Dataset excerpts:
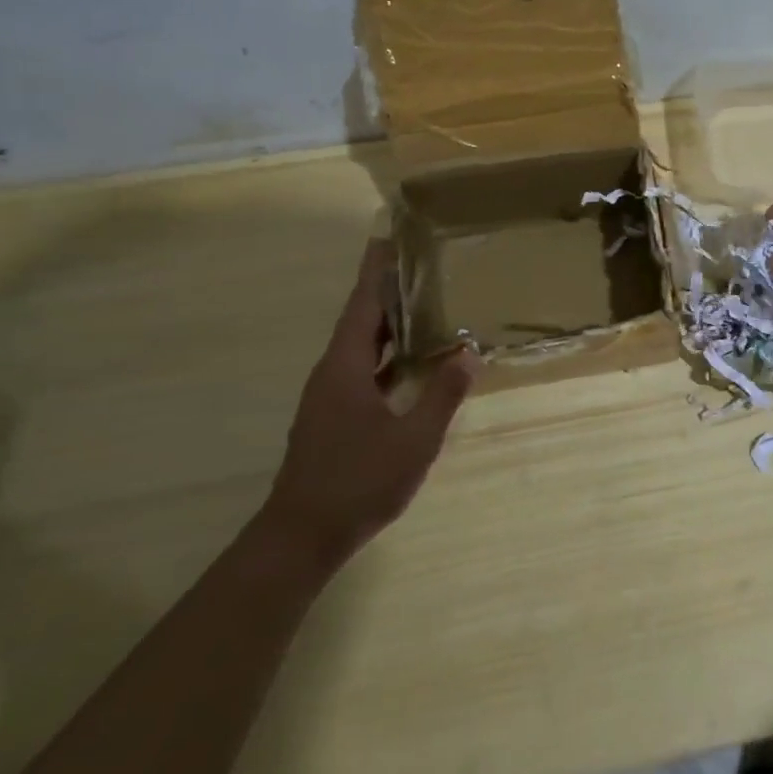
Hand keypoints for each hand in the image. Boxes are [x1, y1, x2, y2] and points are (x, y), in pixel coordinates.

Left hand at [262, 239, 479, 569]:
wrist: (302, 536)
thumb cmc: (358, 481)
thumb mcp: (414, 439)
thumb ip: (443, 395)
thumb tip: (470, 354)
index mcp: (346, 367)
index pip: (363, 305)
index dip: (375, 271)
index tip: (387, 238)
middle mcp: (333, 373)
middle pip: (361, 320)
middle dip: (386, 290)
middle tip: (419, 264)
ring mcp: (330, 397)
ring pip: (362, 347)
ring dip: (388, 324)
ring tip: (422, 303)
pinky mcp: (333, 417)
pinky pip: (363, 370)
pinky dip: (387, 356)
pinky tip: (411, 362)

__Required work__. Reproduce the data verbatim and omit each image.

__Output below__.
Hand keypoints for each hand in the image. Boxes are [x1, y1, x2, y2] and points are (x, y), in pixel coordinates.

Left hand at [262, 239, 479, 569]:
wrist: (302, 536)
thumb cmc: (358, 481)
thumb mcp: (414, 439)
thumb ip: (443, 395)
thumb tip: (470, 354)
index mcp: (346, 367)
index pip: (363, 305)
index dip: (375, 271)
index tip: (387, 238)
middle mcp: (333, 373)
middle pip: (361, 320)
middle dip: (386, 290)
middle tip: (419, 264)
ring mcp: (330, 397)
ring pip: (362, 347)
ring dip: (388, 324)
ring tip: (422, 303)
pinky mcp: (333, 417)
pinky pip: (363, 370)
pinky dip: (387, 356)
pinky tip: (411, 362)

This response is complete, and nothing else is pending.